● **YOUR TASK**
Report how many lines of the entries below contain the word "East", and nothing more.

● **SUPPLIED ENTRIES**
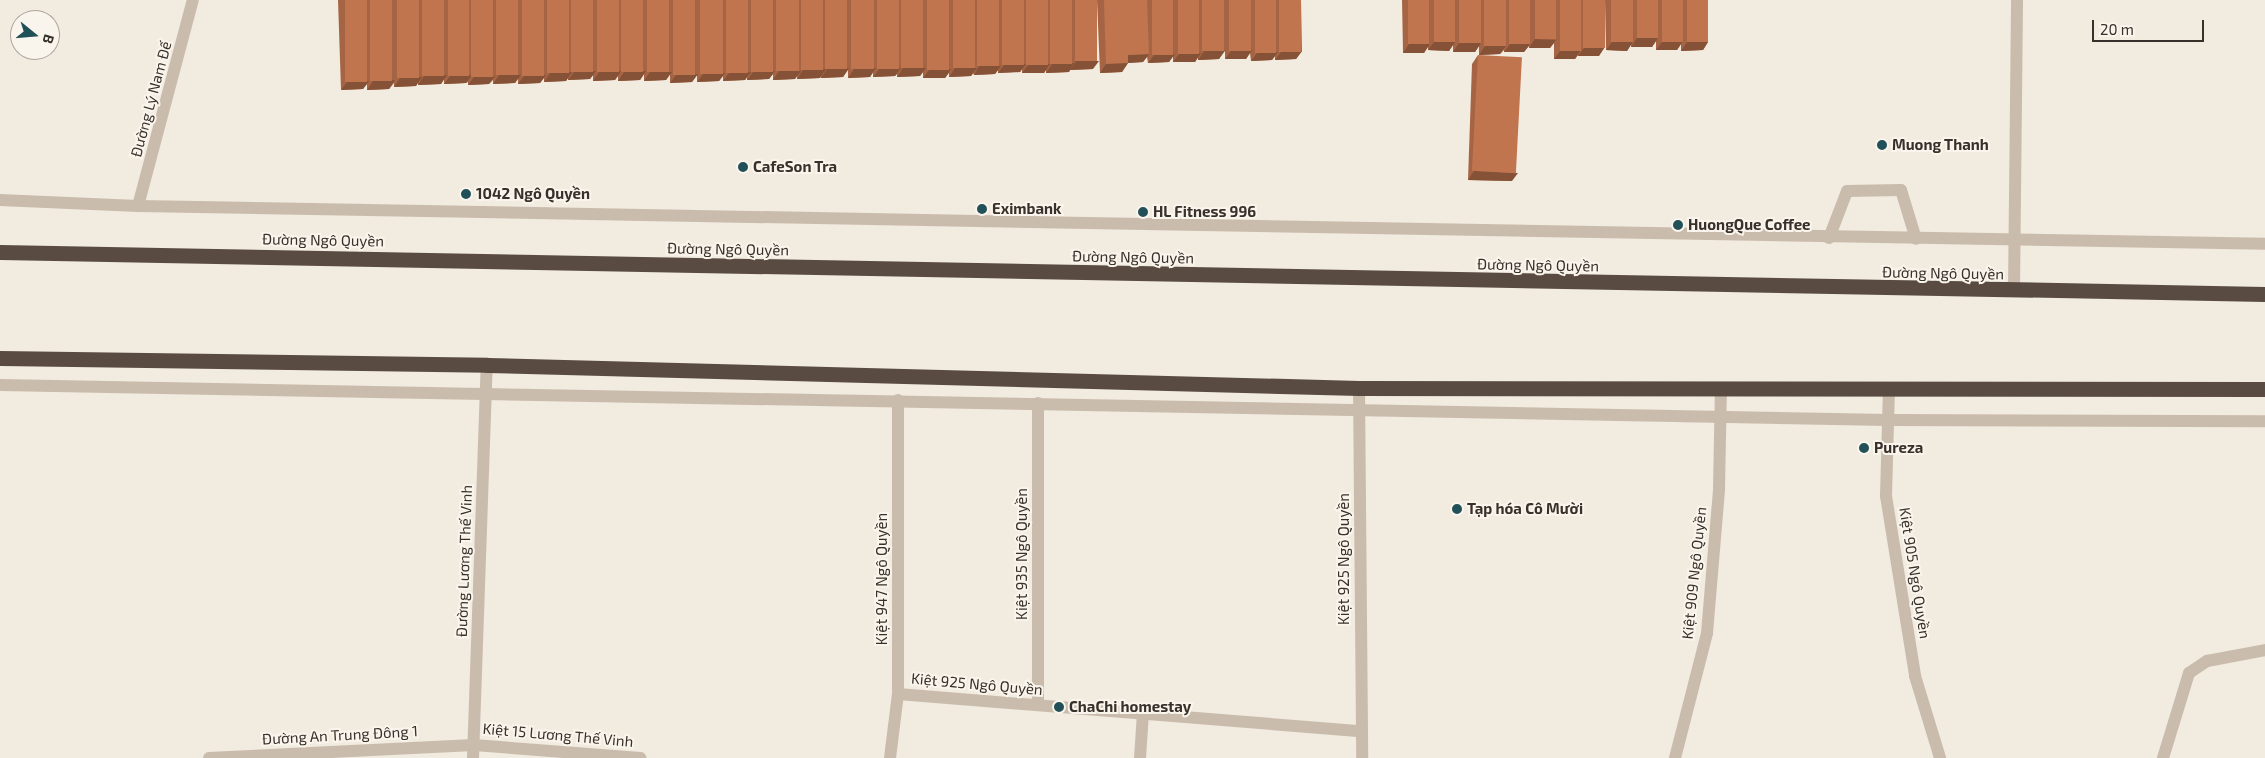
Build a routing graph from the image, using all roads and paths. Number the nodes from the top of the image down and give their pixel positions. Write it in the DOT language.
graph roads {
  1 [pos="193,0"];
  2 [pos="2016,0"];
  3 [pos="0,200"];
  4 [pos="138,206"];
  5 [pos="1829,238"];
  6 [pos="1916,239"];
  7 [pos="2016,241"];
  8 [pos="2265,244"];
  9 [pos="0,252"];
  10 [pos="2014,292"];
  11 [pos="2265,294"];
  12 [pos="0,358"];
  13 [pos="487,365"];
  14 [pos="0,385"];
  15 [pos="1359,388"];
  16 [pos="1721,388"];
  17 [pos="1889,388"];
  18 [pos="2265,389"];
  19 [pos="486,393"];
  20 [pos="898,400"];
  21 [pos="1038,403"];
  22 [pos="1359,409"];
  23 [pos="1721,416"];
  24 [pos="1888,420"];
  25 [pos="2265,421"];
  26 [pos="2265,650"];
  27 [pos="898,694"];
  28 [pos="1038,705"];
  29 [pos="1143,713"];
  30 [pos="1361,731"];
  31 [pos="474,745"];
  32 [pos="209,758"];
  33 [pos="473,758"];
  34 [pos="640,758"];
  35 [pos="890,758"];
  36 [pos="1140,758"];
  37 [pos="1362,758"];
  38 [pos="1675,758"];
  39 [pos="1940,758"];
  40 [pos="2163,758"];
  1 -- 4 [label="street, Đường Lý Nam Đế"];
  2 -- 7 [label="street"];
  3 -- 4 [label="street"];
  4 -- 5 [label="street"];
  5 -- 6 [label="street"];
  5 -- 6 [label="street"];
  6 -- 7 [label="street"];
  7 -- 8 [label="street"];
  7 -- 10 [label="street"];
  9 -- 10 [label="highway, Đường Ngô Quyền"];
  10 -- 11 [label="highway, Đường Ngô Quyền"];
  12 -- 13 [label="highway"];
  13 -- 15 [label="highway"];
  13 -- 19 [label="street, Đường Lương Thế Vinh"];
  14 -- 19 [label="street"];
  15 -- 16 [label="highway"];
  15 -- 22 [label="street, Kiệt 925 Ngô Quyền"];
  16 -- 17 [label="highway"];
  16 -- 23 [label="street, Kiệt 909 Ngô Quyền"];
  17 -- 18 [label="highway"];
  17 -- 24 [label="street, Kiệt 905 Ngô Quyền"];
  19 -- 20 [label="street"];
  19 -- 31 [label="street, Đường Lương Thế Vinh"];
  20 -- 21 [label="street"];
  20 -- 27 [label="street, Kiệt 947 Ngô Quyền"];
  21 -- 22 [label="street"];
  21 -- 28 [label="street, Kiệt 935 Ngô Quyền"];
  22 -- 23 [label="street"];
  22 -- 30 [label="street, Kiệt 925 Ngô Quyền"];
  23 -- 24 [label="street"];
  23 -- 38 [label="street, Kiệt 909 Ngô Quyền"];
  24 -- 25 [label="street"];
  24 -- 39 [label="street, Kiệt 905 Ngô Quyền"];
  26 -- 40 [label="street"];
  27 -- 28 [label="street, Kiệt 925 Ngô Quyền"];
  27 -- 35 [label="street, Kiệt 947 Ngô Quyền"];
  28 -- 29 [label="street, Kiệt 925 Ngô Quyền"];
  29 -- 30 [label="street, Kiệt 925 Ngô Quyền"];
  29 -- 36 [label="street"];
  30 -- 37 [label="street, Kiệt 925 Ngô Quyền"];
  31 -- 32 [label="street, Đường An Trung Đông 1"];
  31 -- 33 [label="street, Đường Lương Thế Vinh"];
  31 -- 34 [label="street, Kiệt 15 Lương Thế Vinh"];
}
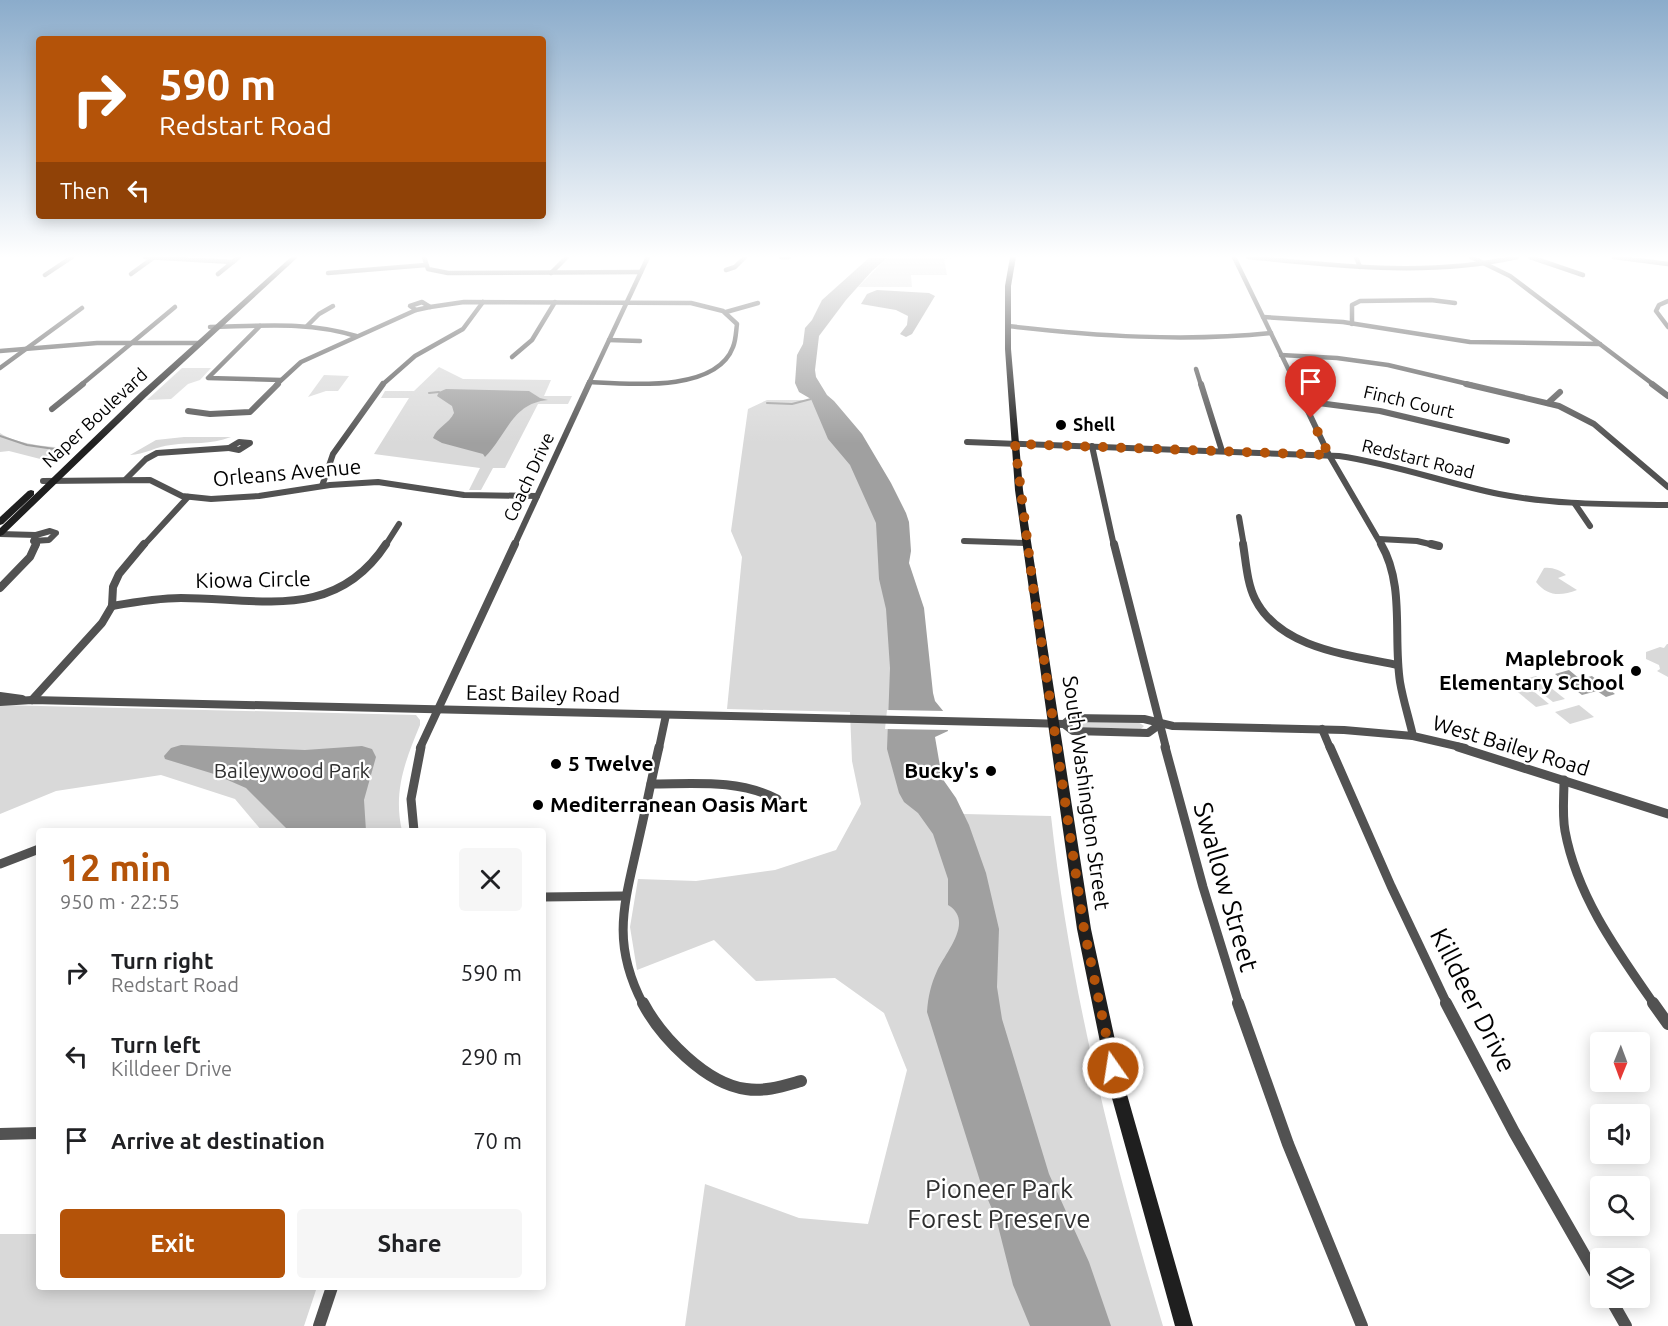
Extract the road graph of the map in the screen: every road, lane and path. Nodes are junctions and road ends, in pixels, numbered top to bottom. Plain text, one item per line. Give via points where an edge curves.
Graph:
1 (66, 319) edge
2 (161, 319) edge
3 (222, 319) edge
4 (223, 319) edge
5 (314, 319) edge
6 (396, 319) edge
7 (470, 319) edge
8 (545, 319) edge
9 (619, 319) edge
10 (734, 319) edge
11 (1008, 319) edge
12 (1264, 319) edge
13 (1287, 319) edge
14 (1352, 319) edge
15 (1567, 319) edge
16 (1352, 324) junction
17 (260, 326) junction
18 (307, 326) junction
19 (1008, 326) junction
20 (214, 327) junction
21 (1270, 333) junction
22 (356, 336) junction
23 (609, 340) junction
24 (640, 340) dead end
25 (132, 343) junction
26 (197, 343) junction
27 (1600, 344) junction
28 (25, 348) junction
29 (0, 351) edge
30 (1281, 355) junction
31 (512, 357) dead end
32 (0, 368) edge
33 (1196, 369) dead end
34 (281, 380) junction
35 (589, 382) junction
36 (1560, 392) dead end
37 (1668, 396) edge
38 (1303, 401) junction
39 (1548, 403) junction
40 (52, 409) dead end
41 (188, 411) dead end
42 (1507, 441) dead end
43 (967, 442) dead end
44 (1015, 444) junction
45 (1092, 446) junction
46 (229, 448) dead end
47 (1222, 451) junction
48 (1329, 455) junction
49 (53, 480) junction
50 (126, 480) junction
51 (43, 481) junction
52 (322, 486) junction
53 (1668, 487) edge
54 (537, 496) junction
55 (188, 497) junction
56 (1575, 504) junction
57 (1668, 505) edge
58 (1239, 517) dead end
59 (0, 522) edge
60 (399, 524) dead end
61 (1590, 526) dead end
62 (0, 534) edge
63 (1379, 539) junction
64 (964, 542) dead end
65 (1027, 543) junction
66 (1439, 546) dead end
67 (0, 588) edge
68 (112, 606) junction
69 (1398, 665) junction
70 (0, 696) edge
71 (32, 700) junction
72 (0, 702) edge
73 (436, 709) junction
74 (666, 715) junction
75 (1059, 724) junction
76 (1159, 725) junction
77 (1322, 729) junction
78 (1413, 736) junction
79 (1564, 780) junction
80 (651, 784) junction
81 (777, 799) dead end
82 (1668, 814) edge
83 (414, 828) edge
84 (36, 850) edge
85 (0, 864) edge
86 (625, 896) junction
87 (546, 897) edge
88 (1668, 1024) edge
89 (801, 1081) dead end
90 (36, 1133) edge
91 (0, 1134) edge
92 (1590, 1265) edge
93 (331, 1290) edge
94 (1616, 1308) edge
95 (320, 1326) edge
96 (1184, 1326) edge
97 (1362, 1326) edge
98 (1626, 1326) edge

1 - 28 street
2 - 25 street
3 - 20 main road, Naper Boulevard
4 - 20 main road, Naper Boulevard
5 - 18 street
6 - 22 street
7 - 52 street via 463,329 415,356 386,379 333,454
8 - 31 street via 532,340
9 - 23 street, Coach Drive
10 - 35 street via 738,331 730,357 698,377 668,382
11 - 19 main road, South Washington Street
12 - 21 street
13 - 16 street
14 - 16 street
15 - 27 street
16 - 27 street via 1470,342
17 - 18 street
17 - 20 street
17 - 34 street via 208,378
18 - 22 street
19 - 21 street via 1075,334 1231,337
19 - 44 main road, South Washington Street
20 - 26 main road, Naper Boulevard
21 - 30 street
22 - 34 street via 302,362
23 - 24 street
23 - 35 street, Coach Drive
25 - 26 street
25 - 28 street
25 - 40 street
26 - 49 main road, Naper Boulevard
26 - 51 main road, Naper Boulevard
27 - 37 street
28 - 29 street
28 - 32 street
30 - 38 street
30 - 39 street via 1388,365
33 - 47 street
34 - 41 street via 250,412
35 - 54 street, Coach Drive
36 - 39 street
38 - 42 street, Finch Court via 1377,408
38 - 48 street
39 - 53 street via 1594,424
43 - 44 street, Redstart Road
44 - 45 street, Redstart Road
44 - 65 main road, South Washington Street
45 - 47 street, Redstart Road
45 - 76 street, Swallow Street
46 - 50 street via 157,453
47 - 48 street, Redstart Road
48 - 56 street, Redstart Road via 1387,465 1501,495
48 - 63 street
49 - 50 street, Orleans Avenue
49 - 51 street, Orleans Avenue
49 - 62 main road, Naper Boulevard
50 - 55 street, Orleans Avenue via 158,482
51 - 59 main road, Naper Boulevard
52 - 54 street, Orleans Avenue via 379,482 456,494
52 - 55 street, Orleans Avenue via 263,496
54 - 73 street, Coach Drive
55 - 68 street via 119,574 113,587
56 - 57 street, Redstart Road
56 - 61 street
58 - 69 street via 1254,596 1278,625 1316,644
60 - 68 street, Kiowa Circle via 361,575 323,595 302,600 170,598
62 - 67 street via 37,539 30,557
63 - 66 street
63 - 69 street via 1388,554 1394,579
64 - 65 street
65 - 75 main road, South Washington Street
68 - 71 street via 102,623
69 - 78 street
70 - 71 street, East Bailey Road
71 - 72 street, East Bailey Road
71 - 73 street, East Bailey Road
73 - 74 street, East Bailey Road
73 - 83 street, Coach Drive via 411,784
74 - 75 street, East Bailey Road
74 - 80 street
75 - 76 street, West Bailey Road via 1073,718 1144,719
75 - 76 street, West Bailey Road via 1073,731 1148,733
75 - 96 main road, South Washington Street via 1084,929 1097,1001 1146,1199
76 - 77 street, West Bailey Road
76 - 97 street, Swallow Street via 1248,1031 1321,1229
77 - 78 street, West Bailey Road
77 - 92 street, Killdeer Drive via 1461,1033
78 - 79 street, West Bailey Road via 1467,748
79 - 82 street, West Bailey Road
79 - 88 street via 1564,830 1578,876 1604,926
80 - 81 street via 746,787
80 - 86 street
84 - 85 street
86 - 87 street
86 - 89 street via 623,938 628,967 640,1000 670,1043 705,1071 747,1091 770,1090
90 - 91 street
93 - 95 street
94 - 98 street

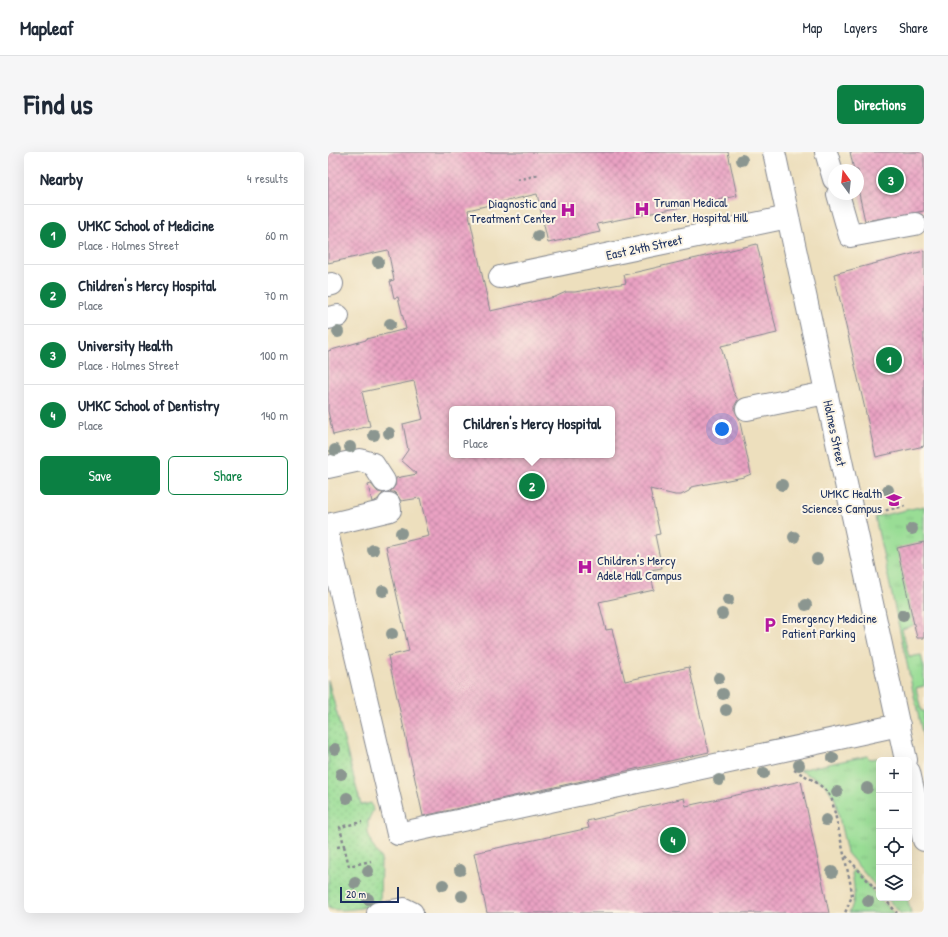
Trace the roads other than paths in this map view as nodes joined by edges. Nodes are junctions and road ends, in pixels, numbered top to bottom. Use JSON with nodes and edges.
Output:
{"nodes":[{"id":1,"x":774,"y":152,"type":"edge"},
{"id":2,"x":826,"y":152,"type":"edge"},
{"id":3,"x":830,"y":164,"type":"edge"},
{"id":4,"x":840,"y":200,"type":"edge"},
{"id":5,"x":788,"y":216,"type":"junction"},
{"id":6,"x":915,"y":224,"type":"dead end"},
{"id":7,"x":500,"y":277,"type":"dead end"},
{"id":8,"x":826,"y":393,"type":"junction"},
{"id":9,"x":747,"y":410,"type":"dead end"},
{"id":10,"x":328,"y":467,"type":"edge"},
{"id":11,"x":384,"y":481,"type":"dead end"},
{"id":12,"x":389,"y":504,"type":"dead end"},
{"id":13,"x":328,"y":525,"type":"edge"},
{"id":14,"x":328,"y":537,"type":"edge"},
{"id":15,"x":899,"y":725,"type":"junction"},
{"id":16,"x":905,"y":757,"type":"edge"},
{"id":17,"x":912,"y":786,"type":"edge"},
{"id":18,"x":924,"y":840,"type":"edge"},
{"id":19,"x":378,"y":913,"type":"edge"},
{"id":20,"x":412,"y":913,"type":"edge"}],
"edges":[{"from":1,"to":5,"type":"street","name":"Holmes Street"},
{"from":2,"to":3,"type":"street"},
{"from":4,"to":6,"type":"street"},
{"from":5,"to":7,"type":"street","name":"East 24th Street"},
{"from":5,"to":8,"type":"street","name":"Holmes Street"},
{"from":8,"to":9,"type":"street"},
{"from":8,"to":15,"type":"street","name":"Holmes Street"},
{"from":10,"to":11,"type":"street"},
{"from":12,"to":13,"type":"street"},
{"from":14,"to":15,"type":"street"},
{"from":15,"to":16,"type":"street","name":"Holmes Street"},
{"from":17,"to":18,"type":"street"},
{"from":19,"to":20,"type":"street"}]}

● **SOLUTION TO THE EXERCISE**
6